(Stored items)
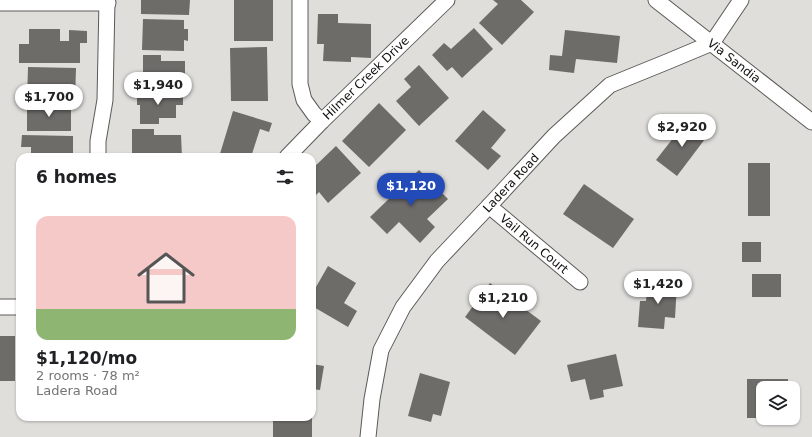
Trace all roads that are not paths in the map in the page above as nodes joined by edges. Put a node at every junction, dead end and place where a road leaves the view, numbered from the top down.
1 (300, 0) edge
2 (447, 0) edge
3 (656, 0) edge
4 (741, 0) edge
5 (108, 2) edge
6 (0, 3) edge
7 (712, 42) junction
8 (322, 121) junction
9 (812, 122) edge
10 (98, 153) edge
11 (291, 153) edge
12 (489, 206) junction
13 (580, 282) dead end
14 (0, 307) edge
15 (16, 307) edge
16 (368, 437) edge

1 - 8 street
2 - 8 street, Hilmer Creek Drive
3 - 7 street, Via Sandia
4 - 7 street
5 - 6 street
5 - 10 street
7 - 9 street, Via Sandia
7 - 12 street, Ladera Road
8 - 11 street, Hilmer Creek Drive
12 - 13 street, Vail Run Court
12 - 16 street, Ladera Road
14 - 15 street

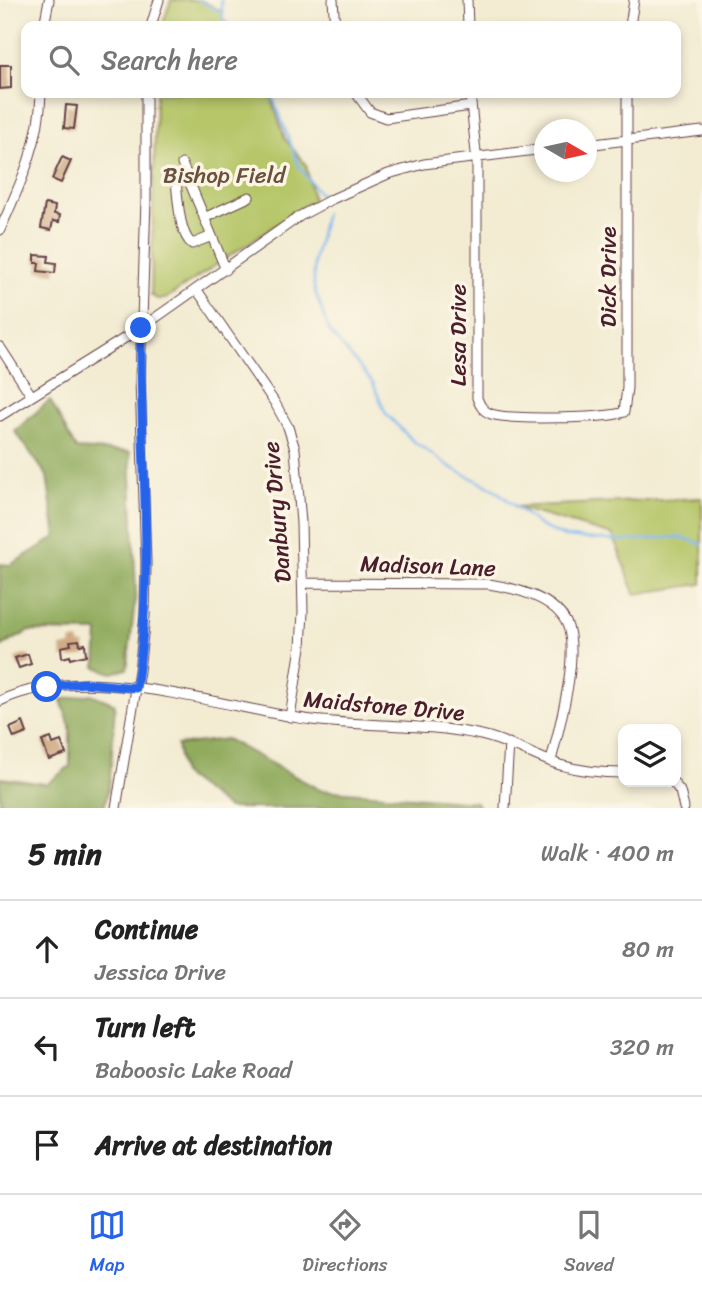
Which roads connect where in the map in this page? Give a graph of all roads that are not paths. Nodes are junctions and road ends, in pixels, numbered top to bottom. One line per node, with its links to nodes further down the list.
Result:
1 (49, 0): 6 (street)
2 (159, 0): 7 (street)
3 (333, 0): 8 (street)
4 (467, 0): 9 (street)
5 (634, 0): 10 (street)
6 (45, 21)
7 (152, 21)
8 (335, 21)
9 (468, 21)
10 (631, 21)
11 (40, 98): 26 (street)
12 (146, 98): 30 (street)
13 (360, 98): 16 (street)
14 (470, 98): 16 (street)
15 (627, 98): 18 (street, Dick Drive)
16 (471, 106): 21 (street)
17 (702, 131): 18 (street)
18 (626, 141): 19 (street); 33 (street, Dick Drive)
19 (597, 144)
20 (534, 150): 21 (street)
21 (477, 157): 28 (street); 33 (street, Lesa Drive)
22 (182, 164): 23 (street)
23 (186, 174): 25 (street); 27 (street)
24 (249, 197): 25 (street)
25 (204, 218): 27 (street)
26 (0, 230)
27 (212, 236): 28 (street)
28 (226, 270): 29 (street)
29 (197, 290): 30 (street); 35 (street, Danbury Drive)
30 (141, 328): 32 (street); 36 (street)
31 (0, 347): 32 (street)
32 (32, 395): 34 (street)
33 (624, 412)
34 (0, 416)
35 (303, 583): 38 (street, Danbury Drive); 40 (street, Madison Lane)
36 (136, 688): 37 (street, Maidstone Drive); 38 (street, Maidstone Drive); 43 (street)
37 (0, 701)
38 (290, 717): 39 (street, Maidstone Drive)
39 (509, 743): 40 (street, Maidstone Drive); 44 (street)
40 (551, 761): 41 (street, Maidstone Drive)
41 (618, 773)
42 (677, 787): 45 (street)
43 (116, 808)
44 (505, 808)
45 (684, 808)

◆ **What to do**
Word for word, give back each entry from above, but skip any picture.

◆ **Your response**
Trace all roads that are not paths in the map in the page above as nodes joined by edges. Put a node at every junction, dead end and place where a road leaves the view, numbered from the top down.
1 (300, 0) edge
2 (447, 0) edge
3 (656, 0) edge
4 (741, 0) edge
5 (108, 2) edge
6 (0, 3) edge
7 (712, 42) junction
8 (322, 121) junction
9 (812, 122) edge
10 (98, 153) edge
11 (291, 153) edge
12 (489, 206) junction
13 (580, 282) dead end
14 (0, 307) edge
15 (16, 307) edge
16 (368, 437) edge

1 - 8 street
2 - 8 street, Hilmer Creek Drive
3 - 7 street, Via Sandia
4 - 7 street
5 - 6 street
5 - 10 street
7 - 9 street, Via Sandia
7 - 12 street, Ladera Road
8 - 11 street, Hilmer Creek Drive
12 - 13 street, Vail Run Court
12 - 16 street, Ladera Road
14 - 15 street

Which roads connect where in the map in this page? Give a graph of all roads that are not paths. Nodes are junctions and road ends, in pixels, numbered top to bottom. One line per node, with its links to nodes further down the list.
Result:
1 (49, 0): 6 (street)
2 (159, 0): 7 (street)
3 (333, 0): 8 (street)
4 (467, 0): 9 (street)
5 (634, 0): 10 (street)
6 (45, 21)
7 (152, 21)
8 (335, 21)
9 (468, 21)
10 (631, 21)
11 (40, 98): 26 (street)
12 (146, 98): 30 (street)
13 (360, 98): 16 (street)
14 (470, 98): 16 (street)
15 (627, 98): 18 (street, Dick Drive)
16 (471, 106): 21 (street)
17 (702, 131): 18 (street)
18 (626, 141): 19 (street); 33 (street, Dick Drive)
19 (597, 144)
20 (534, 150): 21 (street)
21 (477, 157): 28 (street); 33 (street, Lesa Drive)
22 (182, 164): 23 (street)
23 (186, 174): 25 (street); 27 (street)
24 (249, 197): 25 (street)
25 (204, 218): 27 (street)
26 (0, 230)
27 (212, 236): 28 (street)
28 (226, 270): 29 (street)
29 (197, 290): 30 (street); 35 (street, Danbury Drive)
30 (141, 328): 32 (street); 36 (street)
31 (0, 347): 32 (street)
32 (32, 395): 34 (street)
33 (624, 412)
34 (0, 416)
35 (303, 583): 38 (street, Danbury Drive); 40 (street, Madison Lane)
36 (136, 688): 37 (street, Maidstone Drive); 38 (street, Maidstone Drive); 43 (street)
37 (0, 701)
38 (290, 717): 39 (street, Maidstone Drive)
39 (509, 743): 40 (street, Maidstone Drive); 44 (street)
40 (551, 761): 41 (street, Maidstone Drive)
41 (618, 773)
42 (677, 787): 45 (street)
43 (116, 808)
44 (505, 808)
45 (684, 808)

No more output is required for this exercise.